Stuff worth a read was written in March by Mark Morford at SFGate during the storm regarding "a flood of unreleased bootlegs sung by a goddess". His "bottom line", after points of style and an unmerited slap mainly at newcomers Apple had just squashed underfoot, was about the corporate machine. Morford says the RIAA and nobody else will put down anyone with talent now "commercial dictatorship is crumbling".
But his own put-downs were silly. So, with time, was his main question, 'Who will free Fiona?' Her home site is about yet another great-looking, gifted girl who takes her time and plays with time in her music; it's one of her skills, successful "mismatching".
She doesn't need freeing, sings of highs and lows using both in her music, which makes one of this log's good intros to people stuck on the classical kind who'd like to branch out. She says in her bio:

"All these things you're trying to protect me from, I make something out of it. So I'm fine and please stop looking at me that way! (...)
It's not like my inner basket case is absent, it's just that I've lived with it long enough that I can manage it now."
Her outlook's a smart one and I'd happily bet she's far nicer to the whole range of singers who have different gifts from hers, ways of expressing them and ways of learning to do so than the numerous people who review their albums and write they'd do better to have what she's got herself.
[Edito: This is codswallop, that reflects far more on the reviewers than their "victims". Unless I find time for the other one often taken to make such dismissive comparisons, Fiona's probably the final chick of the year who's already won a reputation among people who visit to read what I hear in the "famous", for I've decided any "best of" or "anti-best of" devised for the log won't be published until 2005 is behind us.
December's already given me some new surprises apart from a 'Best of 2005" on the shelves by 'Les Inrocks', which is only surprising in being so boringly banal and with so few women in it at all I've now subscribed to 'Rockrgrl Magazine', though, like a lot of US mags, they charge Europeans as much for postage (maybe they must, I dunno) as for a subscription, thus confirming people are right: I do have expensive tastes in women!
But they're too good.] Fiona's wise and asks people to "stop looking at her that way" just because she is young.
If 2005 isn't the year I've learned for sure wisdom and age have absolutely nothing to do with one another, I never shall! Fiona looks fragile and may deliver that frail image still; the industrial reason people felt she needed freeing is provided with a perceptive and understanding ear by Sasha Frere-Jones in The New Yorker, with another reminder she got raped at 12.

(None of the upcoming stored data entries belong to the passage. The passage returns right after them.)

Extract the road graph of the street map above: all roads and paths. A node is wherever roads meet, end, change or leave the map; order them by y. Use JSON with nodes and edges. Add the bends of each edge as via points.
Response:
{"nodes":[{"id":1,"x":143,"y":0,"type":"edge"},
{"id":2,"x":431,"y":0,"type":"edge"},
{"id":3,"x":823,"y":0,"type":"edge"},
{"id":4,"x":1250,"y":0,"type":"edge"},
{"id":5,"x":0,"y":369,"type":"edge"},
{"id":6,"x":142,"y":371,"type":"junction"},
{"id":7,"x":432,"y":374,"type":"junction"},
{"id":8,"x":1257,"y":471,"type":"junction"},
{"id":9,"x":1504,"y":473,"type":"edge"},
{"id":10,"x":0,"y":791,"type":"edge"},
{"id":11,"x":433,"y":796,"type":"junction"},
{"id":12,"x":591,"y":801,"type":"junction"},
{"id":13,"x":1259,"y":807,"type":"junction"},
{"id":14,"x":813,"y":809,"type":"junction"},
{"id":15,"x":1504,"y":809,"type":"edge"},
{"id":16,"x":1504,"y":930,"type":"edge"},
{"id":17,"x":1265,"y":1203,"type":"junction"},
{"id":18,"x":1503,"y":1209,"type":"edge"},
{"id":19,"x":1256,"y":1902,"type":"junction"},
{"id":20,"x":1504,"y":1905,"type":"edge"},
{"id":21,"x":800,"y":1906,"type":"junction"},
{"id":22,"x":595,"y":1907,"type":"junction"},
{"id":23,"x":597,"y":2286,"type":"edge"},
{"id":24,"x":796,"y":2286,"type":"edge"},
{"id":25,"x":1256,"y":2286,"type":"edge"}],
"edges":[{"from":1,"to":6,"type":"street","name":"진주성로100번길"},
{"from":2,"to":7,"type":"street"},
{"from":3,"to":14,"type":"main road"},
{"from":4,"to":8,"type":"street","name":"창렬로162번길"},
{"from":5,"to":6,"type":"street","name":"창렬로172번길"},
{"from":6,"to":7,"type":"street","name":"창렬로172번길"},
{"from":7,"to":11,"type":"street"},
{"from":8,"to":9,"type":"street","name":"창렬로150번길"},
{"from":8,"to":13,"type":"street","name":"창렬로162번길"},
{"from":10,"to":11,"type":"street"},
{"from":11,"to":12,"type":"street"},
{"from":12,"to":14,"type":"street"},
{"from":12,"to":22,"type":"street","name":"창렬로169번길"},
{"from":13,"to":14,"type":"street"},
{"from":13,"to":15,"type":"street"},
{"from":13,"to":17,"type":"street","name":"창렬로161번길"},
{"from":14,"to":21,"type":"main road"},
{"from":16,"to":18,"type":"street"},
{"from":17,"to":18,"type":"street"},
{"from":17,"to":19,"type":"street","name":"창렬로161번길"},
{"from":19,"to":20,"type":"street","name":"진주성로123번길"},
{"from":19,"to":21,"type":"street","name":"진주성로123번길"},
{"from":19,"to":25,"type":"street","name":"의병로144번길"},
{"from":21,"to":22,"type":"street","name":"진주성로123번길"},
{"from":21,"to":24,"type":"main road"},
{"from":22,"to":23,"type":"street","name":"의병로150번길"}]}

When first Fiona's 'Tidal' wave swept me away, I'd no idea what she looked like, let alone that she was "just 19". Nor do I have any idea if she's really a Lotte Lenya fan and was influenced. All told, she remains a pretty private person.
However, to some of the new, young generation of people reading this log, I'd again say thanks for wising me up! My already long entries would be interminable if I began to quote enough lyrics to prove the point about wisdom. Sure, listen to your elders, there's nothing wrong with "old-fashioned advice and obedience" when the reasons make sense, but don't underrate what you've got; you see, it seems they're also coming here to find out more about you.